Slight useless post but im pretty chuffed. I ordered a bk monolith 2 weeks ago and it came on monday.
The guys at bk were great, they built me a custom sub with no amp panel, just speaker terminals (i previously had a passive sub so had the amps etc to run it) and they did it for a great price.

After a little running in i must say im pretty impressed, finish is excellent, and the sound is very fluid. for the cost its a bargin, i may even have to buy a second one :bigsmile: 

Ill post REW graphs after a little more running in and tuning.


edd


----------



## Sonnie (Apr 11, 2006)

Congrats!

We wanna see pics of it too!


----------



## eddthompson (Aug 19, 2006)

when i have tidied my room :bigsmile: 

edd


----------



## Ilkka (Jun 8, 2006)

Wow! That's pretty radical for them to sell it without an amp. What kind of amp you are using with it?


----------



## eddthompson (Aug 19, 2006)

one channel of a behringer ep1500, about 400 watts into 4 ohms, with the bfd, no cross over in sight other than the one in the reciver. its still running in id say (or im getting used to it :R ) i keep having to drop the volume on the sub a little bit every few hours of use, (ive had music with heavy bass content on non stop) so ill run some rew sweeps again soon.

edd


----------



## F1 fan (Jul 6, 2006)

Congrats edd on your new baby. That is great that they custom built it for you. Enjoy:R


----------



## Guest (Sep 28, 2006)

How about an update on your sub edd, since you've had some time to really listen to it. Are you still as excited about it as when you got it?


----------



## eddthompson (Aug 19, 2006)

the more it runs in the better its sounding.

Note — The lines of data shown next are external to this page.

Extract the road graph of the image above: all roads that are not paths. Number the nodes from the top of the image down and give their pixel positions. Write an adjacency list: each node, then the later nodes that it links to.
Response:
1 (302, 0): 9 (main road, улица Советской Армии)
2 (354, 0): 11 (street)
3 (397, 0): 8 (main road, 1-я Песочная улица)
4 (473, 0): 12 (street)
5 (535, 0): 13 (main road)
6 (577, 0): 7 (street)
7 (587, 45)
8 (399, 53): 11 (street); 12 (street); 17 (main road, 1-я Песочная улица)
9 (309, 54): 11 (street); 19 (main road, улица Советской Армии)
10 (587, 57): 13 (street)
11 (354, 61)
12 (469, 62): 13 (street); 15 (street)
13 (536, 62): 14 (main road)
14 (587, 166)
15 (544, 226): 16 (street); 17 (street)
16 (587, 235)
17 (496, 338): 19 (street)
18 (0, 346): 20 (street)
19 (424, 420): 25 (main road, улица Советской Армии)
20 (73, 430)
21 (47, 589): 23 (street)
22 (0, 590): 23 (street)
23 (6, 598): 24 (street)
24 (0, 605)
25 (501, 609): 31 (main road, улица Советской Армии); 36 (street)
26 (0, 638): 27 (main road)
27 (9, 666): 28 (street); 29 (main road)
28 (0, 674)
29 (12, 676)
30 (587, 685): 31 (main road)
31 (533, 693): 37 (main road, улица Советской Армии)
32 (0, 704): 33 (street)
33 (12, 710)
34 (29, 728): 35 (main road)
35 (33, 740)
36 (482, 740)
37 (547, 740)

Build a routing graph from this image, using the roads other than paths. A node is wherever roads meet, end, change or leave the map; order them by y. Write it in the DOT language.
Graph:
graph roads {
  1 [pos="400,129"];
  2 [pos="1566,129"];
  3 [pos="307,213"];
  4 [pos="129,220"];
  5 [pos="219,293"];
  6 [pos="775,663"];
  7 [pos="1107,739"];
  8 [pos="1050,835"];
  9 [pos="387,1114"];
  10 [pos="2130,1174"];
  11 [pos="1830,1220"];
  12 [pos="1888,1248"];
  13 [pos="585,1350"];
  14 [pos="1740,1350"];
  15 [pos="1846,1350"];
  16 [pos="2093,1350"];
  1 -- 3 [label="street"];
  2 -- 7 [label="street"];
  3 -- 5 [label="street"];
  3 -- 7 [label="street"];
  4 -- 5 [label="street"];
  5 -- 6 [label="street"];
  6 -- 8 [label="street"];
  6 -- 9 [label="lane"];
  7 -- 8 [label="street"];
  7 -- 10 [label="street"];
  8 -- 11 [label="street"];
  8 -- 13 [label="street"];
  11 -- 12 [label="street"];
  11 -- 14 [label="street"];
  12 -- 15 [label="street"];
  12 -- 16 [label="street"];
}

Its odd as it sounds like the is "less" bass than my previous sub, but the impact and tactile sensation is way better..

as you can see in the bfd forum it eqed very well, almost totaly flat.

how would i improve it? buy anopther one :bigsmile: 


edd


----------



## JCD (Apr 20, 2006)

Is your room tidy yet? Where's the pics? :hissyfit: 

Congrats by the way.

JCD


----------